Grantee Name
NYC Bike Share LLC
Funding Area
Building Healthy Communities
Publication Date
June 2021
Grant Amount
Phase 1: $14,125; Phase 2: $199,336
Grant Date:
October 2016- December 2017
Bicycling is a simple way for people to incorporate physical activity into their daily lives and help fight obesity and its related health conditions. Citi Bike’s bike-sharing program has the largest membership and highest ridership of any such program in North America. In New York City, a discounted membership is offered to some low-income residents, but its initial adoption was slow in lower-income neighborhoods. Rather than it being an issue of price or payment options, research shows the largest barriers are a lack of information and misperceptions about bike share—a feeling that a bike-share program is “not for people like me.”
In response to this research, Citi Bike made concerted efforts in 2016 to promote the discount program in the Bedford-Stuyvesant neighborhood of Brooklyn; these efforts led to increased membership among low-income residents. When NYHealth CEO David Sandman saw an article about the Bedford-Stuyvesant program, he tweeted about it, complimenting the success and also noting that similar efforts were needed in additional neighborhoods. His tweet caught the attention of Citi Bike and led to offline conversations about opportunities to encourage bike-sharing among residents of two of NYHealth’s Building Healthy Communities neighborhoods: East Harlem and the Two Bridges neighborhood of the Lower East Side.
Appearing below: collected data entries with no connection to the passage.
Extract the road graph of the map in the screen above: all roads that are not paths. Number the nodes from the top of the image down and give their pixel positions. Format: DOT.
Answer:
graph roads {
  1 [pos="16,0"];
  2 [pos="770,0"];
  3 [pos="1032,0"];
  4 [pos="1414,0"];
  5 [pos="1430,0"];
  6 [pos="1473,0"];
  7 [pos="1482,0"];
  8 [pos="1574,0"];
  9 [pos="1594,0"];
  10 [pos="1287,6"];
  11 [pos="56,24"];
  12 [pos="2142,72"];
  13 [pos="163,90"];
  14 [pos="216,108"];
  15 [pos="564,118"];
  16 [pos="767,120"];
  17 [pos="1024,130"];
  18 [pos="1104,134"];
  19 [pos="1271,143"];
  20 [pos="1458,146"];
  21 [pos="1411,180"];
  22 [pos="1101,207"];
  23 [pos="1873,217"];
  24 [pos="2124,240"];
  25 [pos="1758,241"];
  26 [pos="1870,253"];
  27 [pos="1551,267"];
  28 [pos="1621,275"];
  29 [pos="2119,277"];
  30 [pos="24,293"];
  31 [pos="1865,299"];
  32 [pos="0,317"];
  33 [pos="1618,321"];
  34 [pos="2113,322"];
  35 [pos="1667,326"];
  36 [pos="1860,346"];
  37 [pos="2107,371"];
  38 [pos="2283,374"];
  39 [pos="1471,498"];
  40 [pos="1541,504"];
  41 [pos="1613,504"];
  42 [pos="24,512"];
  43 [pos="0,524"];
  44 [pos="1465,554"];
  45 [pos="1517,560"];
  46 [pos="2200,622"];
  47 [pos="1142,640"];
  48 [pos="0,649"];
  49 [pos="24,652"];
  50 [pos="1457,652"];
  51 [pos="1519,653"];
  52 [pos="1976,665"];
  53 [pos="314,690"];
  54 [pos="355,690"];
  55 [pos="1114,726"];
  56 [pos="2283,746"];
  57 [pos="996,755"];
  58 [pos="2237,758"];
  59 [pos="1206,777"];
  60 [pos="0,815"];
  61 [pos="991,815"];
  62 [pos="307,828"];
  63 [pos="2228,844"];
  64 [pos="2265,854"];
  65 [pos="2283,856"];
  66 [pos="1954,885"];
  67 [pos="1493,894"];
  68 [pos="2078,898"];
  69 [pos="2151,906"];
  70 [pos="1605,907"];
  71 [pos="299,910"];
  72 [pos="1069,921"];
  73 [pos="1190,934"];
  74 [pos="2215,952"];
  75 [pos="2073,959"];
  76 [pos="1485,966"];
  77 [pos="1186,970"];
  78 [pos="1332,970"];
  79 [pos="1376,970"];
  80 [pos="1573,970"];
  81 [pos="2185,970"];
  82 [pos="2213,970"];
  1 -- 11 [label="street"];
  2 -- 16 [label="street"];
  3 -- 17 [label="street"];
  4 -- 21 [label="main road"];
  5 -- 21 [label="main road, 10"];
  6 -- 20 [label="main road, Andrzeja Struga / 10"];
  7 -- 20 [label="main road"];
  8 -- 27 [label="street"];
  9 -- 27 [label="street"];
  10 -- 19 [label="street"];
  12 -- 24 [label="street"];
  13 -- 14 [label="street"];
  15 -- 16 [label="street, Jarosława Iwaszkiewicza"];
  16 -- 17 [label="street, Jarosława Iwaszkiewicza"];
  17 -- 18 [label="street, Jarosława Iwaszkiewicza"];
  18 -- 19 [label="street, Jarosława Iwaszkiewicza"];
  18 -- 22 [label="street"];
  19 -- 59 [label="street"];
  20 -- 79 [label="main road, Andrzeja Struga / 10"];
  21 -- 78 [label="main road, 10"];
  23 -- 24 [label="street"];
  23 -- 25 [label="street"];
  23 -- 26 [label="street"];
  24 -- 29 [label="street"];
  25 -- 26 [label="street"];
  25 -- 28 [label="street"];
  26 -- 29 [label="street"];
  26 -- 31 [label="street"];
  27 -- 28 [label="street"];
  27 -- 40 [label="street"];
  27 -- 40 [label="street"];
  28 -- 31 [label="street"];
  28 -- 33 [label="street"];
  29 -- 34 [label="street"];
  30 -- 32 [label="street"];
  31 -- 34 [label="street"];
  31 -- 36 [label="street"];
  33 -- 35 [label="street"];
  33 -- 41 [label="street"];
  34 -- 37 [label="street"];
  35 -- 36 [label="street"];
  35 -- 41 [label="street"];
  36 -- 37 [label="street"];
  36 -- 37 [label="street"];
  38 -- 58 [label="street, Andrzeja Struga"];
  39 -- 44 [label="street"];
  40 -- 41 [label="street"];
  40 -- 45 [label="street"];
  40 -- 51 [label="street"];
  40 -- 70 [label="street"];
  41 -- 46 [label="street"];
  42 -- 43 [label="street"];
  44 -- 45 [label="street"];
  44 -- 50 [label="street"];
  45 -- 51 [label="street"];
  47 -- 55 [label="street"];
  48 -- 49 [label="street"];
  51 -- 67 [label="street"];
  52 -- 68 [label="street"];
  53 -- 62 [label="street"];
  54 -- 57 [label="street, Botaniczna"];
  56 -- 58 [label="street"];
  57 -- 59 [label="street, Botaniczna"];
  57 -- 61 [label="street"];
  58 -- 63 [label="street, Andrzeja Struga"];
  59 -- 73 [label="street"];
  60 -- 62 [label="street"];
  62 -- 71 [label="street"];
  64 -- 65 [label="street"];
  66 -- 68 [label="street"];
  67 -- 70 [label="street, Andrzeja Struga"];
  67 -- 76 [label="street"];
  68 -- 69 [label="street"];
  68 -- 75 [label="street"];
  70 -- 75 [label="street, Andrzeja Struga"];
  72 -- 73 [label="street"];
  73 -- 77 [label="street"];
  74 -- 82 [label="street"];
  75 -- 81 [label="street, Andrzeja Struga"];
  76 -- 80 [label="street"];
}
NYHealth then awarded NYC Bike Share (NYCBS), the operator of Citi Bike, two grants to plan, promote, and grow Citi Bike’s discount program among New York City Housing Authority (NYCHA) residents in these two communities. Under the first grant, NYCBS partnered with the Bedford-Stuyvesant Restoration Corporation (BSRC) to replicate in East Harlem and Two Bridges its successful work to increase ridership and engagement in Bedford-Stuyvesant. Specifically, NYCBS and BSRC worked to develop strategies for identifying and building relationships with other local leaders, residents, and stakeholders in the two neighborhoods. Building upon this work in a second grant, NYCBS implemented the strategies co-created with BSRC.